Hôtel urbain, hôtel jardin
Dans une ville dont l’offre hôtelière est des plus riches, réfléchir à une nouvelle proposition implique forcément une recherche de différenciation. Pour autant, comment ne pas tomber dans une surenchère formelle, une abondance de signaux marquants qui tiennent souvent lieu de recette commerciale ?
Ancré dans sa ville et son histoire, le nouvel hôtel « La Fantaisie » propose un rapport modernisé à la rue, derrière une façade généreuse et raffinée. Plus que par un geste spectaculaire, il cherche à marquer par le dialogue fin qu’il établit avec son contexte et l’expérience urbaine qu’il offre au voyageur.
Le IXe arrondissement, central et touristique, est à la fois un des arrondissements les plus denses de Paris, mais aussi parmi ceux qui possèdent le moins d’espaces verts. Pourtant, à l’origine, la rue Cadet, ouverte au XVIIe siècle, était un chemin de desserte de parcelles maraîchères, et les frères Cadet, dont la rue porte le nom, des maîtres jardiniers depuis Charles IX.
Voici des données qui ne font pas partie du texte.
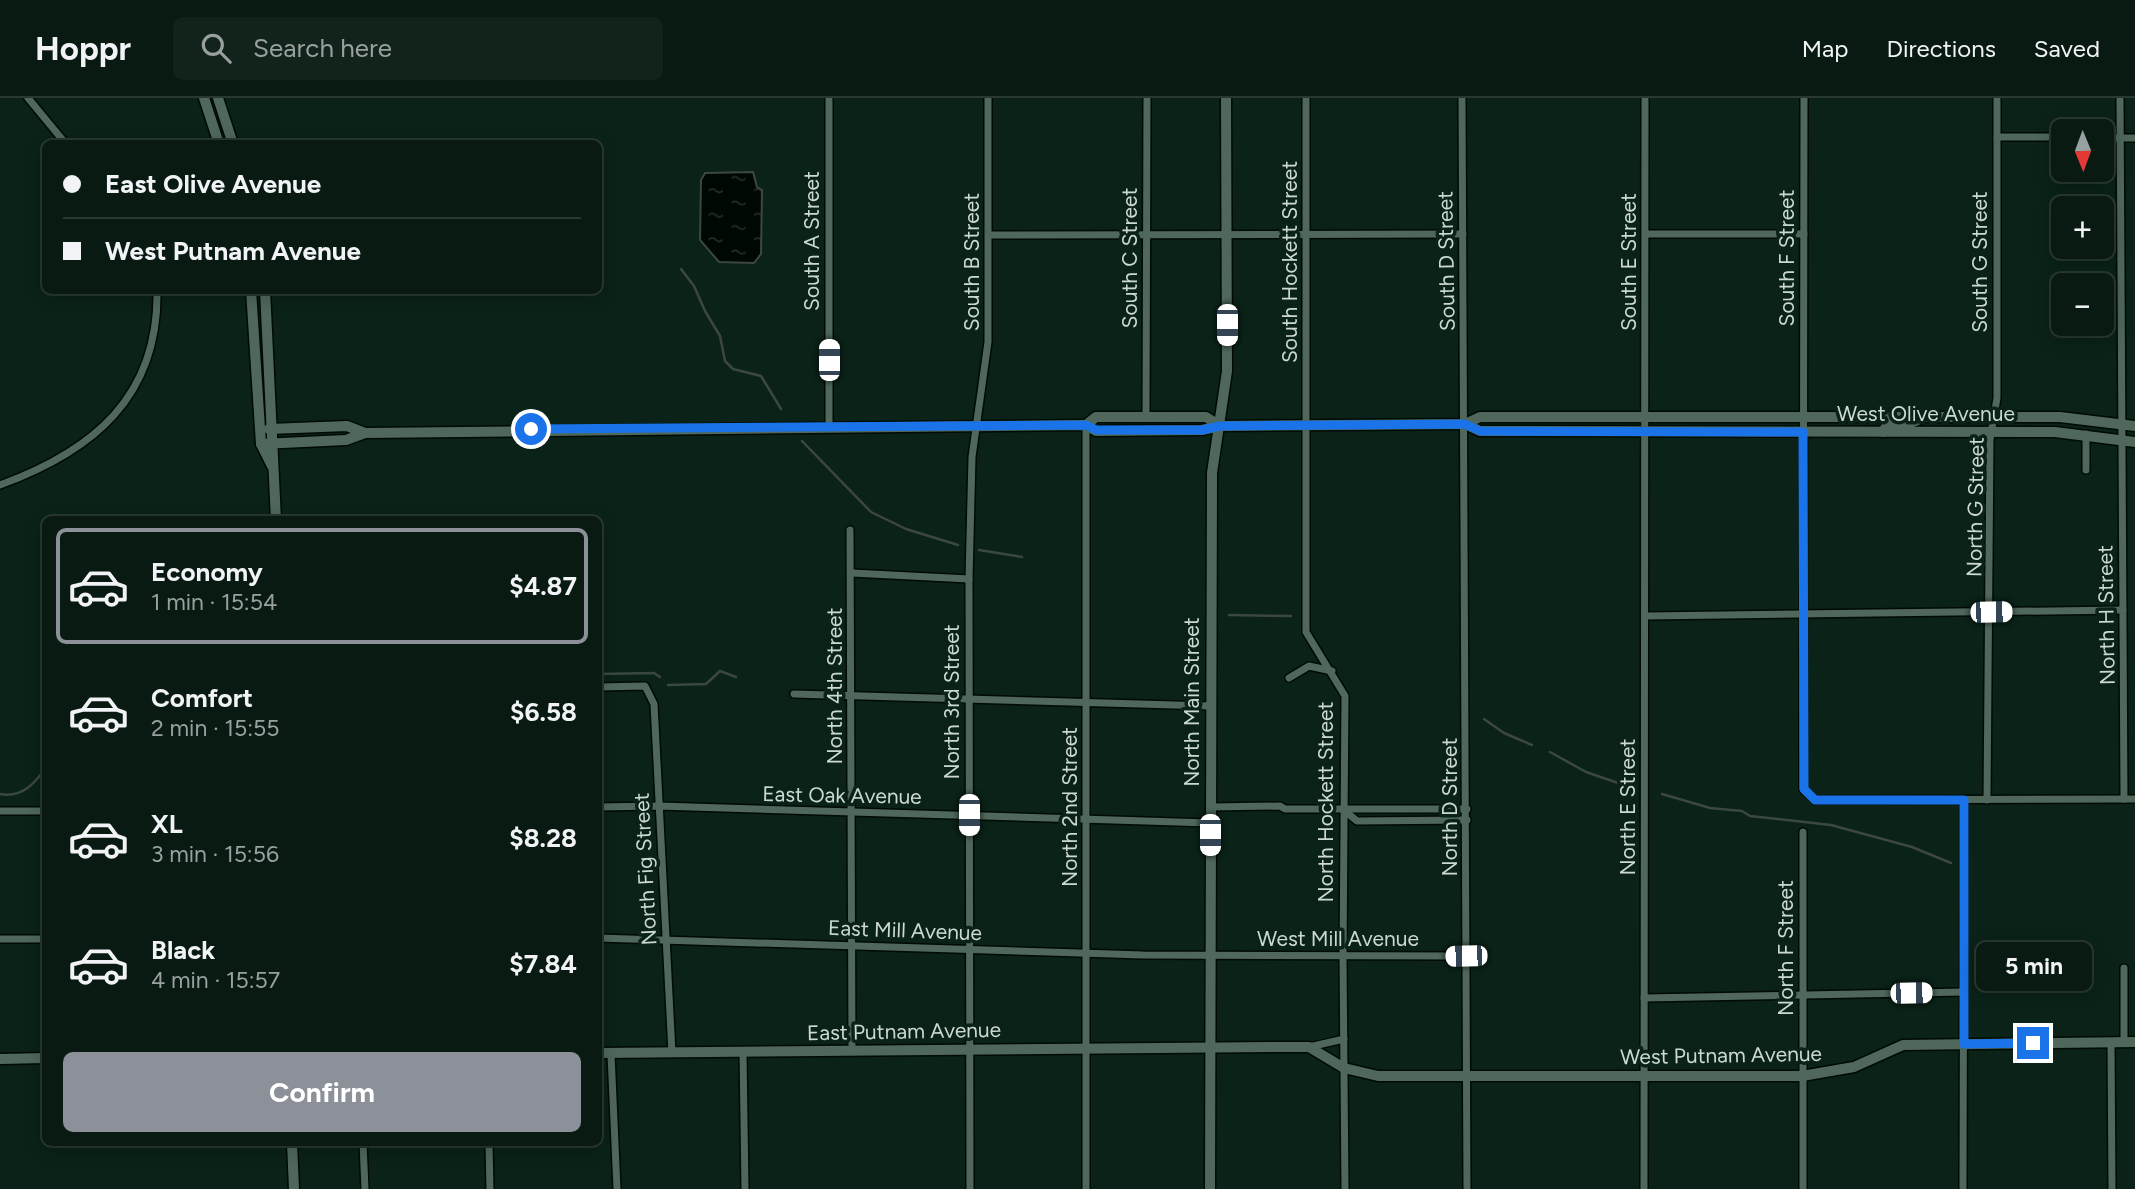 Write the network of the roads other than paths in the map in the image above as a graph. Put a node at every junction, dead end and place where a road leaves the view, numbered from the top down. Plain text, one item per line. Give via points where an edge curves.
1 (28, 98) edge
2 (204, 98) edge
3 (218, 98) edge
4 (829, 98) edge
5 (988, 98) edge
6 (1147, 98) edge
7 (1226, 98) edge
8 (1306, 98) edge
9 (1462, 98) edge
10 (1645, 98) edge
11 (1804, 98) edge
12 (1997, 98) edge
13 (2120, 98) edge
14 (1997, 137) junction
15 (2051, 137) edge
16 (2114, 138) edge
17 (2120, 138) junction
18 (2135, 138) edge
19 (63, 140) edge
20 (218, 140) edge
21 (232, 140) edge
22 (1146, 233) junction
23 (1226, 233) junction
24 (1307, 233) junction
25 (1463, 234) junction
26 (1646, 234) junction
27 (1804, 234) junction
28 (989, 235) junction
29 (157, 294) edge
30 (251, 294) edge
31 (265, 294) edge
32 (1146, 417) junction
33 (1803, 417) junction
34 (1924, 417) junction
35 (1465, 424) junction
36 (1994, 424) junction
37 (1086, 425) junction
38 (1305, 425) junction
39 (1644, 425) junction
40 (829, 426) junction
41 (976, 426) junction
42 (1220, 426) junction
43 (2135, 426) edge
44 (274, 428) junction
45 (260, 429) junction
46 (2123, 431) junction
47 (1803, 432) junction
48 (1884, 432) junction
49 (365, 433) junction
50 (2086, 434) junction
51 (2135, 442) edge
52 (275, 443) junction
53 (261, 444) junction
54 (272, 466) junction
55 (2086, 470) dead end
56 (0, 485) edge
57 (276, 516) edge
58 (850, 530) dead end
59 (852, 573) junction
60 (969, 579) junction
61 (2123, 610) junction
62 (1991, 612) junction
63 (1805, 614) junction
64 (1646, 616) junction
65 (1332, 671) junction
66 (1289, 678) dead end
67 (602, 687) edge
68 (794, 694) dead end
69 (850, 698) junction
70 (969, 699) junction
71 (1087, 702) junction
72 (1210, 706) junction
73 (2124, 799) junction
74 (2135, 799) edge
75 (1964, 800) junction
76 (1987, 800) junction
77 (659, 806) junction
78 (602, 807) edge
79 (1210, 807) junction
80 (1467, 808) junction
81 (1344, 810) junction
82 (0, 811) edge
83 (42, 811) edge
84 (852, 813) junction
85 (969, 815) junction
86 (1085, 819) junction
87 (1467, 820) junction
88 (1210, 823) junction
89 (1802, 832) dead end
90 (602, 938) edge
91 (666, 938) junction
92 (0, 939) edge
93 (42, 939) edge
94 (851, 946) junction
95 (970, 949) junction
96 (1087, 953) junction
97 (1211, 956) junction
98 (1466, 956) junction
99 (1343, 957) junction
100 (2124, 968) dead end
101 (1964, 992) junction
102 (1802, 996) junction
103 (1644, 998) junction
104 (1344, 1039) junction
105 (2111, 1042) junction
106 (2129, 1042) edge
107 (1964, 1044) junction
108 (1086, 1047) junction
109 (1210, 1047) junction
110 (1309, 1047) junction
111 (852, 1051) junction
112 (969, 1051) junction
113 (743, 1052) junction
114 (602, 1053) edge
115 (672, 1053) junction
116 (611, 1054) junction
117 (42, 1058) edge
118 (0, 1059) edge
119 (1344, 1068) junction
120 (1468, 1076) junction
121 (1802, 1076) junction
122 (1644, 1077) junction
123 (292, 1146) edge
124 (363, 1146) edge
125 (489, 1146) edge
126 (294, 1189) edge
127 (365, 1189) edge
128 (490, 1189) edge
129 (617, 1189) edge
130 (745, 1189) edge
131 (970, 1189) edge
132 (1086, 1189) edge
133 (1210, 1189) edge
134 (1345, 1189) edge
135 (1467, 1189) edge
136 (1644, 1189) edge
137 (1803, 1189) edge
138 (1963, 1189) edge
139 (2112, 1189) edge

1 - 19 street
2 - 20 main road
3 - 21 main road
4 - 40 street, South A Street
5 - 28 street, South B Street
6 - 22 street, South C Street
7 - 23 main road, North Main Street
8 - 24 street, South Hockett Street
9 - 25 street, South D Street
10 - 26 street, South E Street
11 - 27 street, South F Street
12 - 14 street, South G Street
13 - 17 street, North H Street
14 - 15 street
14 - 36 street, South G Street
16 - 17 street
17 - 18 street
17 - 46 street, North H Street
22 - 23 street
22 - 28 street
22 - 32 street, South C Street
23 - 24 street
23 - 42 main road, North Main Street via 1227,371
24 - 25 street
24 - 38 street, South Hockett Street
25 - 35 street, South D Street
26 - 27 street
26 - 39 street, South E Street
27 - 33 street, South F Street
28 - 41 street, South B Street via 988,342
29 - 56 street via 149,354 132,390 105,426 76,450
30 - 45 main road
31 - 44 main road
32 - 37 main road via 1096,417
32 - 42 main road via 1206,417
33 - 34 main road, West Olive Avenue
33 - 39 main road, West Olive Avenue
33 - 47 street
34 - 36 main road, West Olive Avenue
34 - 48 main road via 1906,425 1887,425
35 - 38 main road, West Olive Avenue
35 - 39 main road, West Olive Avenue via 1480,431
35 - 39 main road, West Olive Avenue via 1480,417
35 - 80 street, North D Street
36 - 46 main road, West Olive Avenue via 2060,417
36 - 48 main road, West Olive Avenue
36 - 50 main road, West Olive Avenue
36 - 62 street, North G Street
37 - 41 main road
37 - 42 main road via 1109,431
37 - 71 street, North 2nd Street
38 - 42 main road, West Olive Avenue
38 - 65 street, North Hockett Street via 1306,632
39 - 47 main road, West Olive Avenue
39 - 64 street, North E Street
40 - 41 main road
40 - 49 main road
41 - 60 street, North 3rd Street
42 - 72 main road, North Main Street via 1212,474
43 - 46 main road, West Olive Avenue
44 - 45 main road
44 - 49 main road via 347,426
44 - 52 main road
45 - 53 main road
46 - 50 main road, West Olive Avenue
46 - 51 main road, West Olive Avenue
46 - 61 street, North H Street
47 - 48 main road, West Olive Avenue
47 - 63 street
49 - 52 main road via 346,440
50 - 55 street
52 - 53 main road
52 - 54 main road
53 - 54 main road
54 - 57 main road
58 - 59 street, North 4th Street
59 - 60 street
59 - 69 street, North 4th Street
60 - 70 street, North 3rd Street
61 - 62 street
61 - 73 street, North H Street
62 - 63 street
62 - 76 street, North G Street
63 - 64 street
63 - 75 street via 1804,789 1815,800
64 - 103 street, North E Street
65 - 66 street via 1309,666
65 - 81 street, North Hockett Street via 1345,696
67 - 77 street, North Fig Street via 645,686 654,704
68 - 69 street
69 - 70 street
69 - 84 street, North 4th Street
70 - 71 street
70 - 85 street, North 3rd Street
71 - 72 street
71 - 86 street, North 2nd Street
72 - 79 main road, North Main Street
73 - 74 street
73 - 76 street
75 - 76 street
75 - 101 street
77 - 78 street, East Oak Avenue
77 - 84 street, East Oak Avenue
77 - 91 street, North Fig Street
79 - 81 street
79 - 88 main road, North Main Street
80 - 81 street
80 - 87 street, North D Street
81 - 87 street via 1357,821
81 - 99 street, North Hockett Street
82 - 83 street
84 - 85 street, East Oak Avenue
84 - 94 street, North 4th Street
85 - 86 street, East Oak Avenue
85 - 95 street, North 3rd Street
86 - 88 street, East Oak Avenue
86 - 96 street, North 2nd Street
87 - 98 street, North D Street
88 - 97 main road, North Main Street
89 - 102 street, North F Street
90 - 91 street, East Mill Avenue
91 - 94 street, East Mill Avenue
91 - 115 street, North Fig Street
92 - 93 street
94 - 95 street, East Mill Avenue
94 - 111 street, North 4th Street
95 - 96 street, East Mill Avenue
95 - 112 street, North 3rd Street
96 - 97 street, East Mill Avenue
96 - 108 street, North 2nd Street
97 - 99 street, West Mill Avenue
97 - 109 main road, North Main Street
98 - 99 street, West Mill Avenue
98 - 120 street, North D Street
99 - 104 street, North Hockett Street
100 - 106 street
101 - 102 street
101 - 107 street
102 - 103 street
102 - 121 street, North F Street
103 - 122 street, North E Street
104 - 110 street
104 - 119 street, North Hockett Street
105 - 106 main road, West Putnam Avenue
105 - 107 main road, West Putnam Avenue
105 - 139 street
107 - 121 main road, West Putnam Avenue via 1903,1045 1854,1067
107 - 138 street
108 - 109 main road, East Putnam Avenue
108 - 112 main road, East Putnam Avenue
108 - 132 street, North 2nd Street
109 - 110 main road
109 - 133 main road, North Main Street
110 - 119 main road, West Putnam Avenue
111 - 112 main road, East Putnam Avenue
111 - 113 main road, East Putnam Avenue
112 - 131 street, North 3rd Street
113 - 115 main road, East Putnam Avenue
113 - 130 street
114 - 116 main road, East Putnam Avenue
115 - 116 main road, East Putnam Avenue
116 - 129 street
117 - 118 main road
119 - 120 main road, West Putnam Avenue via 1378,1076
119 - 134 street, North Hockett Street
120 - 122 main road, West Putnam Avenue
120 - 135 street, North D Street
121 - 122 main road, West Putnam Avenue
121 - 137 street, North F Street
122 - 136 street, North E Street
123 - 126 main road
124 - 127 street
125 - 128 street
Un hôtel préexistait sur la parcelle depuis la fin du XXe siècle. Son architecture, vaguement pastiche d’un d’hôtel particulier classique, avait mal vieilli et créait une rupture d’échelle et d’homogénéité dans cette partie étroite de la rue. Peu qualitative dans ses matériaux et ses proportions, elle détonnait dans le contexte dynamique de la rue. Les accès, peu visibles et étriqués, ne permettaient pas une animation des rez-de-chaussée sur rue, et le jardin en fond de parcelle, apparaissait comme un espace résiduel.
Faire avec le déjà-là
Il a donc fallu remanier en profondeur l’existant en déconstruisant les signes d’une architecture dépassée tout en conservant une grande partie de la structure, par ailleurs saine. Réinventer le bâtiment sur lui-même et le transformer a permis, d’une part, une meilleure acceptation des travaux de la part du voisinage – car il n’y a pas eu de démolition lourde – et d’autre part, une économie des ressources.
Cette attitude a garanti la meilleure approche environnementale durant le chantier : les ajouts ont été décidés avec précision et parcimonie et chaque intervention a été pensée avec justesse afin de débloquer des situations sans générer de production inutile.
Une parenthèse animée
« La Fantaisie » a ainsi été pensé comme une parenthèse entre l’animation de la ville et la quiétude d’un lieu de villégiature urbain. Pour ce faire, un des enjeux a été notamment de proposer des lieux de respiration, offrant un parcours organisé comme une promenade ainsi qu’une vie hors de la chambre : un jardin arrière agrandi et replanté ; un rez-de-chaussée entre ville et jardin, largement ouvert et offrant de nouveaux services (commerces) ; des espaces de bien-être en lieu et place d’un ancien parking sous-terrain inexploité ; un accès public aux niveaux de toiture proposant un panorama sur les toits de Paris.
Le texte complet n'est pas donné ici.